Era de noche y no había luz en gran parte de la ciudad. A varias cuadras de ahí, un hombre pequeño con traje de oficinista se desangraba en el asfalto después de los disparos de los guardias de un supermercado. Parecía condenado a la muerte. Había barricadas alrededor que impedirían el acceso de la ambulancia, pero la ambulancia no había salido de la posta por carencia de bencina. Su conductor, además, tenía otros 20 pedidos más urgentes y en consecuencia: mientras cargaba el estanque con conchos, negociaba por teléfono. Una turba corría por las calles del centro escapando de la nube lacrimógena y de la policía que actuaban sin órdenes ni precisión. De los edificios le disparaban a la policía. Un helicóptero, en tanto, le disparaban a los edificios.

Los F-16 ya habían despegado.

-Vamos Figueroa, quiero escucharlo- dijo el hombre.
Figueroa, cuyo apellido se leía en las paredes en compañía de insultos y dibujos obscenos, sin despegarle la vista a la corbata del Presidente comenzó a repetir calmadamente el mes y las cifras a favor y en contra. El país parecía ir creciendo por las cifras, pero a la vez iba decreciendo por las razones que explicaba Figueroa con la calculadora en mano.

El Presidente lo detuvo en mayo con su sonrisa plastificada -la de siempre cuando le molestaba algo-, y dijo que quienes estaban ahí no eran periodistas ni quería interiorizarse de porquerías macroeconómicas, así que fuera claro, concreto y sincero pues en estas ocasiones y mesas de trabajo todos se sinceraban –Figueroa nuevamente repasó con la vista a los generales-, y le pidió respeto, previo por favor, hacia los presentes quienes durante la reunión, recalcó el Presidente, ni siquiera habían puesto atención a sus celulares ni habían llamado a sus familias.
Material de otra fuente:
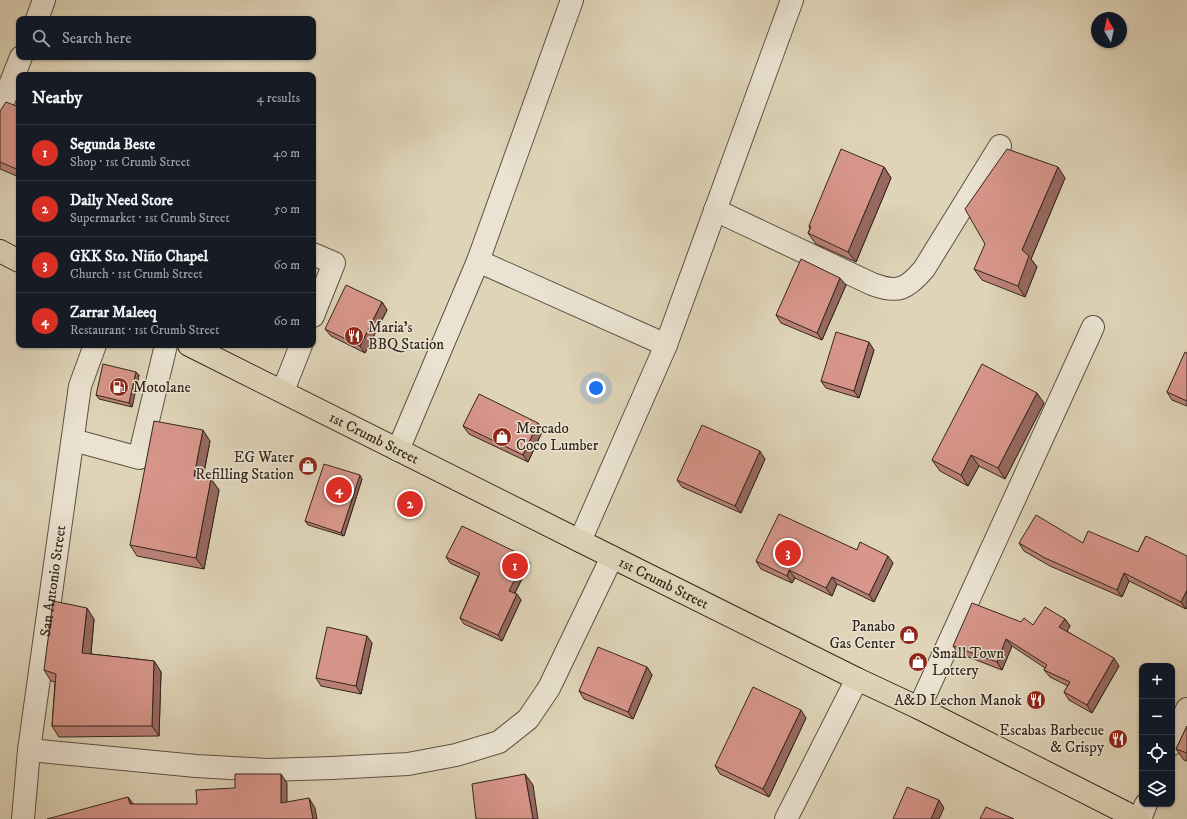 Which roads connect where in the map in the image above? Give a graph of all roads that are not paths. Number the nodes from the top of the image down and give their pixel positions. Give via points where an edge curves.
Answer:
1 (44, 0) edge
2 (572, 0) edge
3 (792, 0) edge
4 (38, 16) edge
5 (20, 60) edge
6 (0, 110) edge
7 (1000, 146) dead end
8 (715, 210) junction
9 (0, 251) edge
10 (316, 255) edge
11 (16, 259) edge
12 (478, 261) junction
13 (316, 308) edge
14 (1094, 327) dead end
15 (666, 345) junction
16 (94, 348) edge
17 (165, 348) edge
18 (201, 348) edge
19 (300, 348) edge
20 (282, 391) junction
21 (73, 440) junction
22 (398, 450) junction
23 (580, 541) junction
24 (612, 557) junction
25 (857, 679) junction
26 (919, 708) junction
27 (1187, 709) edge
28 (1175, 737) edge
29 (29, 750) junction
30 (1145, 807) edge
31 (23, 819) edge
32 (786, 819) edge
33 (1139, 819) edge

1 - 4 street
2 - 12 street
3 - 8 street
5 - 6 street
7 - 8 street via 924,269 905,287 882,288 872,284
8 - 15 street
9 - 11 main road
10 - 13 street via 334,263
12 - 15 street
12 - 22 street
14 - 26 street
15 - 23 street
16 - 21 street, San Antonio Street via 80,386
17 - 21 street via 139,458
18 - 20 main road, 1st Crumb Street
19 - 20 street
20 - 22 main road, 1st Crumb Street
21 - 29 street, San Antonio Street
22 - 23 main road, 1st Crumb Street
23 - 24 main road, 1st Crumb Street
24 - 25 main road, 1st Crumb Street
24 - 29 street via 549,688 528,718 499,742 456,755 408,764 274,770 196,766
25 - 26 main road, 1st Crumb Street
25 - 32 street
26 - 33 main road, 1st Crumb Street
27 - 28 street
29 - 31 street, San Antonio Street
30 - 33 street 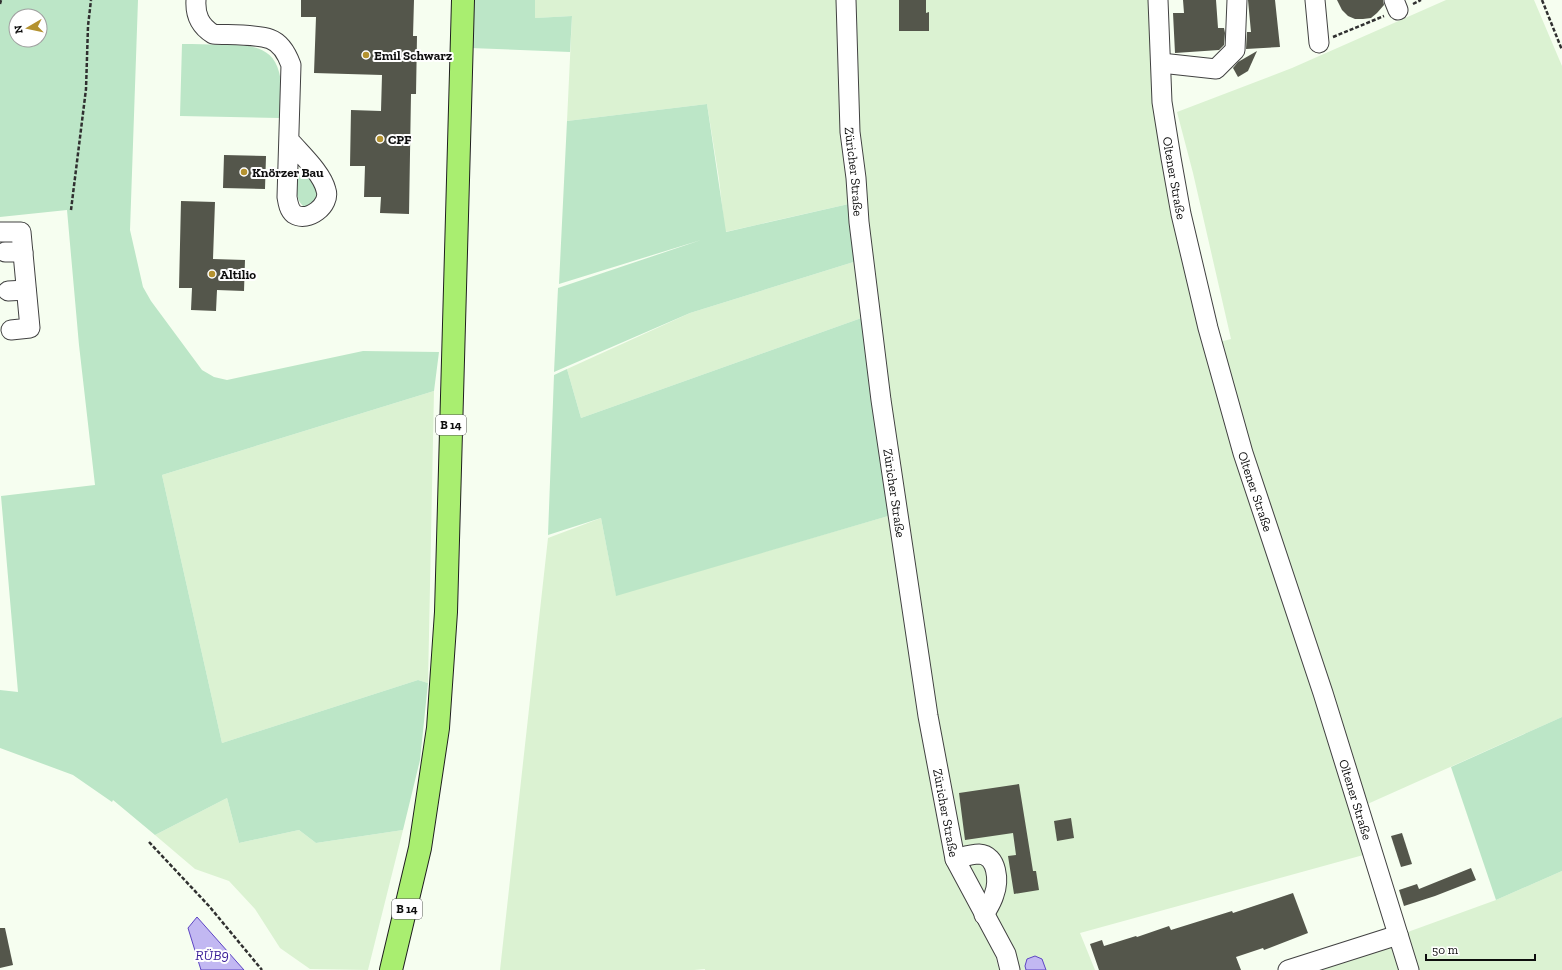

Después el Presidente carraspeó, se ajustó por enésima vez el grueso nudo de la corbata más por nervio que comodidad y movió la cabeza.

-Lo espero ministro- afirmó el Presiente con las manos empuñadas.
El mayordomo abrió la puerta con un puntapié, los miró a todos con odio acumulado y les sirvió lo que quedaba de café. Antes de irse, les sacó una foto para asegurarse después con algo de plata.

-Figueroa usted es ingenuo o un imbécil- afirmó enrojecido el Presidente y como no logró respuesta pues ya no quedaban, retornó a la ventana a ver si esta vez podía mirar lo que venía.

Figueroa, sordo, blindado, continuó recitando cifras: año por año, mes por mes, día por día; comparando números, interpretando sobre la mesa hasta que en fracción de segundos quedó bajo ésta junto al ahora Dictador y los generales. Luego del estallido, vino el silencio. Afuera no quedó nadie.